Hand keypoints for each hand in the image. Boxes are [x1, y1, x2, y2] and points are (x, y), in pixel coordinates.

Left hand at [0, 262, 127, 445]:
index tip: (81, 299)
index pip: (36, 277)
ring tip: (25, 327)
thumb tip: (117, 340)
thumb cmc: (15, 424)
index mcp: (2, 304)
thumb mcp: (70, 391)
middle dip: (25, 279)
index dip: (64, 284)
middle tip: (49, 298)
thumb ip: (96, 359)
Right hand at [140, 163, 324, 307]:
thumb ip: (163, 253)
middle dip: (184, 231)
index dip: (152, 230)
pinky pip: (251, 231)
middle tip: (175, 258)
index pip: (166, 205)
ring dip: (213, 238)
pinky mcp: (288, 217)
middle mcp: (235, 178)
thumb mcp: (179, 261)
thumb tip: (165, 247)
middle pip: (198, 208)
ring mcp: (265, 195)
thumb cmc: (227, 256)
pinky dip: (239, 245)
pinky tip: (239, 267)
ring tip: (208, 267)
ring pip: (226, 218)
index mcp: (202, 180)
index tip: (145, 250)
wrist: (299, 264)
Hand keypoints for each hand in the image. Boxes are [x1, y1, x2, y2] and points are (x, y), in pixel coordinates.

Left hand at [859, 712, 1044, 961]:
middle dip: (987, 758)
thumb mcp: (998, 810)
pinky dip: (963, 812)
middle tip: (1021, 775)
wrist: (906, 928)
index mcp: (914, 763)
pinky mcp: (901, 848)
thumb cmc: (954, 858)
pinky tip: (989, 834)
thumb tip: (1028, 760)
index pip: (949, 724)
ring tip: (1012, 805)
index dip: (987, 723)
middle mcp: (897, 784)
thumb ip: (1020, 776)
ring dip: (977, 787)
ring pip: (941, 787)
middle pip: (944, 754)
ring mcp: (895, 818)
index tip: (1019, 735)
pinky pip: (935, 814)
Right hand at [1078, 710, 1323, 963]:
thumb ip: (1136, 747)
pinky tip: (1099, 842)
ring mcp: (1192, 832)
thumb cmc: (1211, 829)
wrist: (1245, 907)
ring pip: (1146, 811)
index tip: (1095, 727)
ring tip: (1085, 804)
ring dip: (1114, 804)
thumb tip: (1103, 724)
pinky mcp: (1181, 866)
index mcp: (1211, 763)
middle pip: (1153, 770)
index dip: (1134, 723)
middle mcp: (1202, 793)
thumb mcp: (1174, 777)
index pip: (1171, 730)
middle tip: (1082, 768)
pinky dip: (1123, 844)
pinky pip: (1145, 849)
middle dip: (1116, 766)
....
WHAT THE EXERCISE ASKS:
Look above for the line with "middle dip: (987, 758)" and the line with "middle pip: (944, 754)", and reproduce exactly those two lines plus every line between, nothing more.

RESULT OF THE TASK:
middle dip: (987, 758)
thumb mcp: (998, 810)
pinky dip: (963, 812)
middle tip: (1021, 775)
wrist: (906, 928)
index mcp: (914, 763)
pinky mcp: (901, 848)
thumb cmc: (954, 858)
pinky tip: (989, 834)
thumb tip: (1028, 760)
index pip: (949, 724)
ring tip: (1012, 805)
index dip: (987, 723)
middle mcp: (897, 784)
thumb ip: (1020, 776)
ring dip: (977, 787)
ring pip: (941, 787)
middle pip: (944, 754)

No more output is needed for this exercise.